On Clojure

March 5, 2010

Pre- and post-conditions: a quest for a nicer syntax

Filed under: Uncategorized — Konrad Hinsen @ 6:15 pm

When pre- and post-conditions appeared in Clojure (since version 1.1 they are “official”), I though that was a pretty neat feature and that I ought to use it. I added conditions to a couple of functions and was satisfied. But rather soon I noticed that I used conditions very sparingly, only where I expected wrong data to be fed into a function. Considering that bugs also happen where we don’t expect them, and that conditions are great documentation as well as error-checking code, I should use them more. So why don’t I?

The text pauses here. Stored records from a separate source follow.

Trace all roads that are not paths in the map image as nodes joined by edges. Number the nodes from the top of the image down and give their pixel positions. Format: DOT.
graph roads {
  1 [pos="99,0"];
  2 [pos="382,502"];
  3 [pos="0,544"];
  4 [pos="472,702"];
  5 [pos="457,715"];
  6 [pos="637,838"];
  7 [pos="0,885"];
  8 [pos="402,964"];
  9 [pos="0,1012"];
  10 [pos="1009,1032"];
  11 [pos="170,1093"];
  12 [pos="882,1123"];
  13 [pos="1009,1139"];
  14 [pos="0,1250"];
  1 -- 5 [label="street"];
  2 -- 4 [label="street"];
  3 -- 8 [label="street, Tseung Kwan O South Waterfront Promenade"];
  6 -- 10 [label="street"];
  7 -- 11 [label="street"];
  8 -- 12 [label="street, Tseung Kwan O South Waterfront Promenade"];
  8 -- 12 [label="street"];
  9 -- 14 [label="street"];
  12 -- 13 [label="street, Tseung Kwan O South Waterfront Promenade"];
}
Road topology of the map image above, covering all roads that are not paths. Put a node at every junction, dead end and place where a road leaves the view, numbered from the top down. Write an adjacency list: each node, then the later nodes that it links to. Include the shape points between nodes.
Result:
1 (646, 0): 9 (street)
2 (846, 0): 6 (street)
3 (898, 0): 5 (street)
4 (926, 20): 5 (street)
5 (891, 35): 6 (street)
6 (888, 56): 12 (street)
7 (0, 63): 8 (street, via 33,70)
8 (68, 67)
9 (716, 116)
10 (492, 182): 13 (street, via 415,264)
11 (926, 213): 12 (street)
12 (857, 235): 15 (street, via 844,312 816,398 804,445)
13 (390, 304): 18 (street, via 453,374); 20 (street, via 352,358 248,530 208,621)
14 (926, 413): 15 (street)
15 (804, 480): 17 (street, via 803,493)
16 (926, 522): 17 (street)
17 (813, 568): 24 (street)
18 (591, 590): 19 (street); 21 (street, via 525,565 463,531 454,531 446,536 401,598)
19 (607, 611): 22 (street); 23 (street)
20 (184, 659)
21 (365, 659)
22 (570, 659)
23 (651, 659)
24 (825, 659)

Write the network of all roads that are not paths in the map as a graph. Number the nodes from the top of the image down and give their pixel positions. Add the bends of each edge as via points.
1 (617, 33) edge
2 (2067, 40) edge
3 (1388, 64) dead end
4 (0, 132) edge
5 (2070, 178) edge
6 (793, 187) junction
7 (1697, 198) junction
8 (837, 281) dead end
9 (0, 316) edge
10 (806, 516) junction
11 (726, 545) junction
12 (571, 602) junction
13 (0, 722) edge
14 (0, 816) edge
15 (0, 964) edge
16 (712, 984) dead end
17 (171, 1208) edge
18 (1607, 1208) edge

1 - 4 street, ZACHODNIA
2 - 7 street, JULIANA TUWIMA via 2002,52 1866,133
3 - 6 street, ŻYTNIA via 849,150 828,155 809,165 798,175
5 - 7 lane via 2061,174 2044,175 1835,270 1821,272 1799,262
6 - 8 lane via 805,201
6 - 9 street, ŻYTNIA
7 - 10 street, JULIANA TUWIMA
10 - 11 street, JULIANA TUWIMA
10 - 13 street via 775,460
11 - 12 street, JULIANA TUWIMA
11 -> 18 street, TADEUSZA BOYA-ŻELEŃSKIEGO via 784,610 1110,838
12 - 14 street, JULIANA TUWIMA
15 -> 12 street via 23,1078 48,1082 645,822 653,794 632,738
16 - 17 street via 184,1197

Something I didn’t like about pre- and post-conditions is the rather heavy syntax. For short functions, the conditions take up more space than the code itself. Moreover, parsing them visually takes some effort as well, as much as reading the code itself. Wouldn’t it be nice if preconditions could be written somehow right in the argument list, and postconditions at the level of the function definition?

Well, this is Lisp, so if you don’t like some syntax, you just roll your own. I didn’t come up with a better general syntax though, but I think that what I describe below is much nicer and suitable for 90% of pre- and post-conditions used in practice. The main limitation is that each condition can depend on only one argument, or on the return value. For the other cases, there is still Clojure’s general syntax, which is perfectly compatible with my extension. For those who want to play with this themselves, here is the code.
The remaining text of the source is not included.